149 réflexions sur « Le temps qu’il fait, le 8 janvier 2010 »

  1. Pour en revenir (encore) au réchauffement climatique, un petit livre à lire en complément de la référence faite plus haut à un autre livre de ce même auteur : « Le réchauffement climatique expliqué à ma fille » de JM Jancovici ou bien (une fois de plus, je sais…) un lien vers une conférence très didactique du même bonhomme chez SPIE en 2008 :
    http://storage02.brainsonic.com/customers2/entrecom/20080227_Spie/session_1_fr_new/files/index.html (1h30 environ)

    Du factuel, rien que du factuel !

  2. @ Paul,

    Vous parlez d’anarchisme de base (qu’est-ce donc ?) et d’anarchisme de droite. Ce dernier n’a pas vraiment de signification car les deux termes « droite  » et « anarchisme » sont antinomiques. Thierry Maricourt l’explique dans : Les Nouvelles Passerelles de l’extrême-droite : idées et mouvements passerelles entre la gauche et l’extrême droite (essai), éd. Manya, Levallois-Perret, 1993 ; rééd., revue et augmentée, Syllepse, Paris, 1997.
    En effet, il ne suffit pas d’être contre l’Etat ou contre tout gouvernement pour être anarchiste. Si on n’est pas contre l’exploitation et la domination, on a rien d’anarchiste. Concernant les libéraux et les conservateurs, je vous suit tout à fait. Quant au gaullisme social, vous dites en avoir besoin dans la salle. Qu’est-ce donc que cette bête là ? Jacques Prévert a écrit dans Spectacle :

    Toutes les opinions sont respectables. Bon. C’est vous qui le dites. Moi je dis le contraire. C’est mon opinion : respectez-la donc !

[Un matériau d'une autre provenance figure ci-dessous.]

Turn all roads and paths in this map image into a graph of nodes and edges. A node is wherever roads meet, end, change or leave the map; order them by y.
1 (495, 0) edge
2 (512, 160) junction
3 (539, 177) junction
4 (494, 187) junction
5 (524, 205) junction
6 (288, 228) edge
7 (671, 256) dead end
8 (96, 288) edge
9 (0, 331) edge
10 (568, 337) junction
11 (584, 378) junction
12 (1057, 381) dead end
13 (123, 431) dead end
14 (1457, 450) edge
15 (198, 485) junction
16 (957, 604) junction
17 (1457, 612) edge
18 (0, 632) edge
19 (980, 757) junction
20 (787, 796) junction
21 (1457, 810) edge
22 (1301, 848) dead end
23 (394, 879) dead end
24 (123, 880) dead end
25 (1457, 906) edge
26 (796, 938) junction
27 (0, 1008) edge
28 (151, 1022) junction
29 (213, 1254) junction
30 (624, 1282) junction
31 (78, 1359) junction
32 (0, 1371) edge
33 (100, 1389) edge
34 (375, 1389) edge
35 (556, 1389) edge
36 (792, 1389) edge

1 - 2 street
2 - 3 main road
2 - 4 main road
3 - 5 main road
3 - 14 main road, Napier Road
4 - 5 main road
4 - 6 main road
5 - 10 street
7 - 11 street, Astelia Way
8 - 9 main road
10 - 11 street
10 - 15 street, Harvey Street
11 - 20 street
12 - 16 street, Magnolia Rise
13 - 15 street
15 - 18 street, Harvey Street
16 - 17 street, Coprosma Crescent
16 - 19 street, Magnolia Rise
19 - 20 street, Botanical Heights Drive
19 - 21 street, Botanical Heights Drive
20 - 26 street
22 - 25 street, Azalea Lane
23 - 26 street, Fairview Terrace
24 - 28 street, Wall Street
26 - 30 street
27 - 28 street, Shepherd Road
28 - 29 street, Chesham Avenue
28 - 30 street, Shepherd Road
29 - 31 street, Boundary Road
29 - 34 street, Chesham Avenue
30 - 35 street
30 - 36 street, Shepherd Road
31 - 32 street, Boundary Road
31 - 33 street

  3. Bonne année à la famille Jorion, Paul, Adriana et Théodore,
    A Francois Leclerc,
    Aux lecteurs du blog.

    Que 2010 soit aussi passionnant que l’année écoulée en terme d’événements, d’analyses et d’échanges de points de vue sur ce site.

    Le commencement de la sagesse consiste bien à reconnaître que nous ne comprenons pas grande chose aux phénomènes qui nous entourent. Seule cette attitude humble permet le véritable dialogue, d’interroger sans fard les faits et de découvrir de nouveaux horizons lumineux.

  4. A propos des gouvernants, je vous rejoins sur la question du bluff. Si on regarde la réaction des Français à la vaccination, on verra qu’ils ont fait une fameuse cuti vis à vis de la vaccination : 5 millions de vaccinés seulement.
    Probablement que le peuple a senti le bluff qu’il y avait derrière toute cette opération : dramatisation de l’ OMS, communication et organisation désastreuses du gouvernement, intérêt des firmes pharmaceutiques. Ce serait peut-être bien une résistance au bluff plutôt qu’une opposition au vaccin. On a très bien resenti dans cette question que le Pouvoir ne savait pas dire où il allait et on sentait bien que la santé n’était pas au coeur de la question mais le bluff politique servant des intérets principalement privés.

  5. Trouvé quelque part:
    Aux USA , les Démocratres sont devenus Républicains, les Républicains
    sont passés à l’extrême droite et l’extrême droite est à l’asile d’aliénés.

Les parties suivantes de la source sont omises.